Der Spruch klingt wie eine Drohung. Linda will die Figur loswerden und stellt sie auf den Stein am Wegrand. Sie passt genau in eine kleine Mulde darauf.
Wind kommt auf. Er zerzaust Lindas Haar. Der Wind ist warm. Wie der Atem eines Raubtiers.

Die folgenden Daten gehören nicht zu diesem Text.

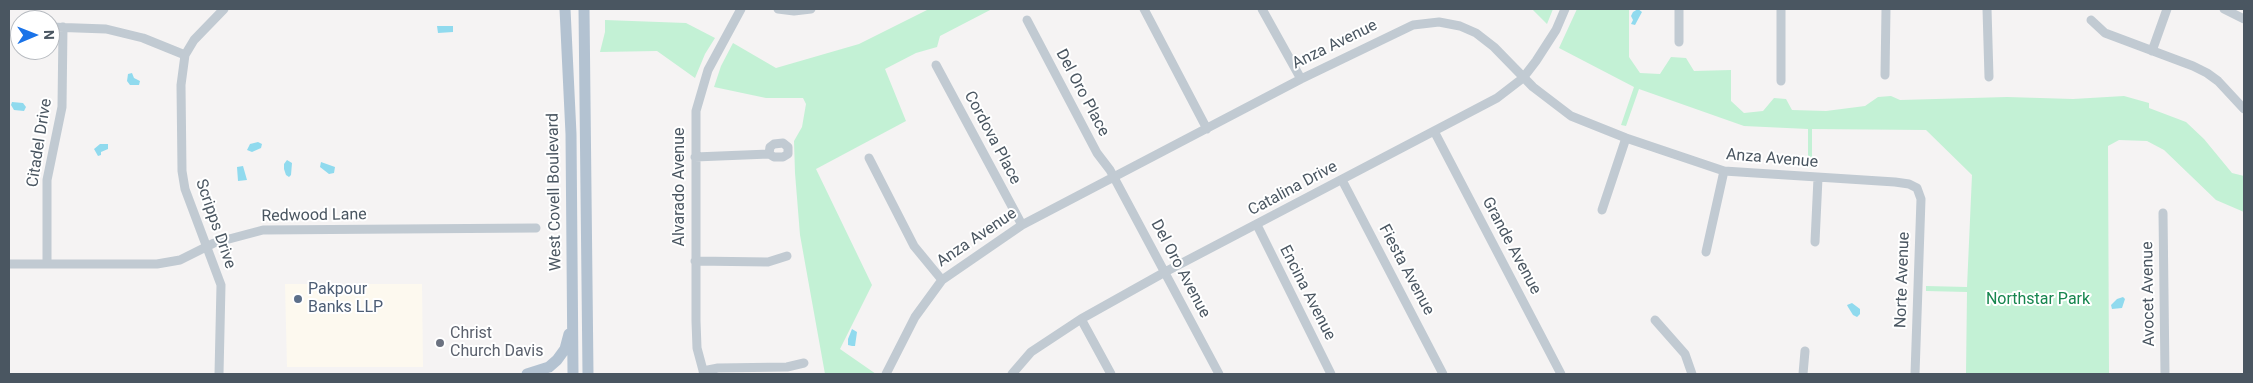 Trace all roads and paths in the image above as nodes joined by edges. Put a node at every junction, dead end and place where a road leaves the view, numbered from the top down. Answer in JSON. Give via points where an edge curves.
{"nodes":[{"id":1,"x":224,"y":9,"type":"edge"},
{"id":2,"x":565,"y":9,"type":"edge"},
{"id":3,"x":584,"y":9,"type":"edge"},
{"id":4,"x":741,"y":9,"type":"edge"},
{"id":5,"x":778,"y":9,"type":"edge"},
{"id":6,"x":811,"y":9,"type":"edge"},
{"id":7,"x":1144,"y":9,"type":"edge"},
{"id":8,"x":1262,"y":9,"type":"edge"},
{"id":9,"x":1565,"y":9,"type":"edge"},
{"id":10,"x":1679,"y":9,"type":"edge"},
{"id":11,"x":1781,"y":9,"type":"edge"},
{"id":12,"x":1886,"y":9,"type":"edge"},
{"id":13,"x":1987,"y":9,"type":"edge"},
{"id":14,"x":2167,"y":9,"type":"edge"},
{"id":15,"x":2224,"y":9,"type":"edge"},
{"id":16,"x":2244,"y":19,"type":"edge"},
{"id":17,"x":1027,"y":20,"type":"dead end"},
{"id":18,"x":2091,"y":20,"type":"dead end"},
{"id":19,"x":63,"y":27,"type":"joint"},
{"id":20,"x":1679,"y":42,"type":"dead end"},
{"id":21,"x":2152,"y":50,"type":"junction"},
{"id":22,"x":185,"y":55,"type":"junction"},
{"id":23,"x":936,"y":65,"type":"dead end"},
{"id":24,"x":1885,"y":74,"type":"dead end"},
{"id":25,"x":1989,"y":77,"type":"dead end"},
{"id":26,"x":1301,"y":78,"type":"junction"},
{"id":27,"x":1523,"y":78,"type":"junction"},
{"id":28,"x":1781,"y":81,"type":"dead end"},
{"id":29,"x":2244,"y":109,"type":"edge"},
{"id":30,"x":1207,"y":129,"type":"junction"},
{"id":31,"x":1434,"y":131,"type":"junction"},
{"id":32,"x":1626,"y":138,"type":"junction"},
{"id":33,"x":768,"y":154,"type":"dead end"},
{"id":34,"x":695,"y":157,"type":"junction"},
{"id":35,"x":869,"y":158,"type":"dead end"},
{"id":36,"x":1724,"y":171,"type":"junction"},
{"id":37,"x":1114,"y":178,"type":"junction"},
{"id":38,"x":1818,"y":178,"type":"junction"},
{"id":39,"x":1342,"y":180,"type":"junction"},
{"id":40,"x":1917,"y":188,"type":"joint"},
{"id":41,"x":1602,"y":210,"type":"dead end"},
{"id":42,"x":2163,"y":213,"type":"dead end"},
{"id":43,"x":1257,"y":224,"type":"junction"},
{"id":44,"x":1022,"y":225,"type":"junction"},
{"id":45,"x":536,"y":228,"type":"dead end"},
{"id":46,"x":1814,"y":242,"type":"dead end"},
{"id":47,"x":205,"y":248,"type":"junction"},
{"id":48,"x":1706,"y":252,"type":"dead end"},
{"id":49,"x":787,"y":256,"type":"dead end"},
{"id":50,"x":696,"y":261,"type":"junction"},
{"id":51,"x":9,"y":264,"type":"edge"},
{"id":52,"x":47,"y":264,"type":"junction"},
{"id":53,"x":1165,"y":272,"type":"junction"},
{"id":54,"x":942,"y":280,"type":"junction"},
{"id":55,"x":573,"y":318,"type":"junction"},
{"id":56,"x":1081,"y":319,"type":"junction"},
{"id":57,"x":1655,"y":320,"type":"dead end"},
{"id":58,"x":1805,"y":351,"type":"dead end"},
{"id":59,"x":804,"y":363,"type":"dead end"},
{"id":60,"x":704,"y":373,"type":"edge"},
{"id":61,"x":219,"y":374,"type":"edge"},
{"id":62,"x":527,"y":374,"type":"edge"},
{"id":63,"x":573,"y":374,"type":"edge"},
{"id":64,"x":588,"y":374,"type":"edge"},
{"id":65,"x":886,"y":374,"type":"edge"},
{"id":66,"x":1012,"y":374,"type":"edge"},
{"id":67,"x":1111,"y":374,"type":"edge"},
{"id":68,"x":1220,"y":374,"type":"edge"},
{"id":69,"x":1331,"y":374,"type":"edge"},
{"id":70,"x":1443,"y":374,"type":"edge"},
{"id":71,"x":1561,"y":374,"type":"edge"},
{"id":72,"x":1692,"y":374,"type":"edge"},
{"id":73,"x":1803,"y":374,"type":"edge"},
{"id":74,"x":1915,"y":374,"type":"edge"},
{"id":75,"x":2165,"y":374,"type":"edge"}],
"edges":[{"from":1,"to":22,"type":"street","name":"Scripps Drive","via":[[194,40]]},
{"from":2,"to":55,"type":"main road","name":"West Covell Boulevard","via":[[571,134]]},
{"from":3,"to":64,"type":"main road","name":"West Covell Boulevard"},
{"from":4,"to":34,"type":"street","name":"Alvarado Avenue","via":[[699,93]]},
{"from":5,"to":6,"type":"street"},
{"from":7,"to":30,"type":"street"},
{"from":8,"to":26,"type":"street"},
{"from":9,"to":27,"type":"street","name":"Catalina Drive","via":[[1550,41]]},
{"from":10,"to":20,"type":"street"},
{"from":11,"to":28,"type":"street"},
{"from":12,"to":24,"type":"street"},
{"from":13,"to":25,"type":"street"},
{"from":14,"to":21,"type":"street"},
{"from":15,"to":16,"type":"street"},
{"from":17,"to":37,"type":"street","name":"Del Oro Place","via":[[1097,153]]},
{"from":18,"to":21,"type":"street","via":[[2105,33]]},
{"from":19,"to":22,"type":"street","via":[[106,28],[143,38]]},
{"from":19,"to":52,"type":"street","name":"Citadel Drive","via":[[62,107],[47,180]]},
{"from":21,"to":29,"type":"street","via":[[2207,73]]},
{"from":22,"to":47,"type":"street","name":"Scripps Drive","via":[[181,85],[182,171]]},
{"from":23,"to":44,"type":"street","name":"Cordova Place"},
{"from":26,"to":27,"type":"street","name":"Anza Avenue","via":[[1413,24],[1439,22],[1476,33]]},
{"from":26,"to":30,"type":"street","name":"Anza Avenue"},
{"from":27,"to":31,"type":"street","name":"Catalina Drive","via":[[1497,98]]},
{"from":27,"to":32,"type":"street","name":"Anza Avenue","via":[[1571,116]]},
{"from":30,"to":37,"type":"street","name":"Anza Avenue"},
{"from":31,"to":39,"type":"street","name":"Catalina Drive"},
{"from":31,"to":71,"type":"street","name":"Grande Avenue"},
{"from":32,"to":36,"type":"street","name":"Anza Avenue"},
{"from":32,"to":41,"type":"street"},
{"from":33,"to":34,"type":"street"},
{"from":34,"to":50,"type":"street","name":"Alvarado Avenue"},
{"from":35,"to":54,"type":"street","via":[[914,246]]},
{"from":36,"to":38,"type":"street","name":"Anza Avenue"},
{"from":36,"to":48,"type":"street"},
{"from":37,"to":44,"type":"street","name":"Anza Avenue"},
{"from":37,"to":53,"type":"street","name":"Del Oro Avenue"},
{"from":38,"to":40,"type":"street","name":"Anza Avenue","via":[[1895,182]]},
{"from":38,"to":46,"type":"street"},
{"from":39,"to":43,"type":"street","name":"Catalina Drive"},
{"from":39,"to":70,"type":"street","name":"Fiesta Avenue"},
{"from":40,"to":74,"type":"street","name":"Norte Avenue","via":[[1921,199]]},
{"from":42,"to":75,"type":"street","name":"Avocet Avenue"},
{"from":43,"to":53,"type":"street","name":"Catalina Drive"},
{"from":43,"to":69,"type":"street","name":"Encina Avenue"},
{"from":44,"to":54,"type":"street","name":"Anza Avenue"},
{"from":45,"to":47,"type":"street","name":"Redwood Lane","via":[[263,230]]},
{"from":47,"to":52,"type":"street","name":"Redwood Lane","via":[[180,260],[156,264]]},
{"from":47,"to":61,"type":"street","name":"Scripps Drive","via":[[221,285]]},
{"from":49,"to":50,"type":"street","via":[[768,262]]},
{"from":50,"to":60,"type":"street","name":"Alvarado Avenue","via":[[697,348]]},
{"from":51,"to":52,"type":"street","name":"Redwood Lane"},
{"from":53,"to":56,"type":"street","name":"Catalina Drive"},
{"from":53,"to":68,"type":"street","name":"Del Oro Avenue"},
{"from":54,"to":65,"type":"street","name":"Anza Avenue","via":[[915,317]]},
{"from":55,"to":62,"type":"main road","via":[[565,349],[558,360],[549,367]]},
{"from":55,"to":63,"type":"main road","name":"West Covell Boulevard"},
{"from":56,"to":66,"type":"street","name":"Catalina Drive","via":[[1031,352]]},
{"from":56,"to":67,"type":"street"},
{"from":57,"to":72,"type":"street","via":[[1685,354]]},
{"from":58,"to":73,"type":"street"},
{"from":59,"to":60,"type":"street","via":[[787,367],[718,368]]}]}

Die vier rücken zusammen. Leon drückt seinen Kopf an Roberts Bauch, Anne hält die Hand ihrer Mutter.
Er spürt die Angst seiner Kinder, seiner Frau.
„Kommt, wir gehen weiter“, sagt Robert.
Mit jedem ihrer Schritte wird es dunkler.
„Wie kann es den so schnell dunkel werden?“
Er hört die aufkeimende Panik in Lindas Stimme. Leon schluchzt leise neben ihm.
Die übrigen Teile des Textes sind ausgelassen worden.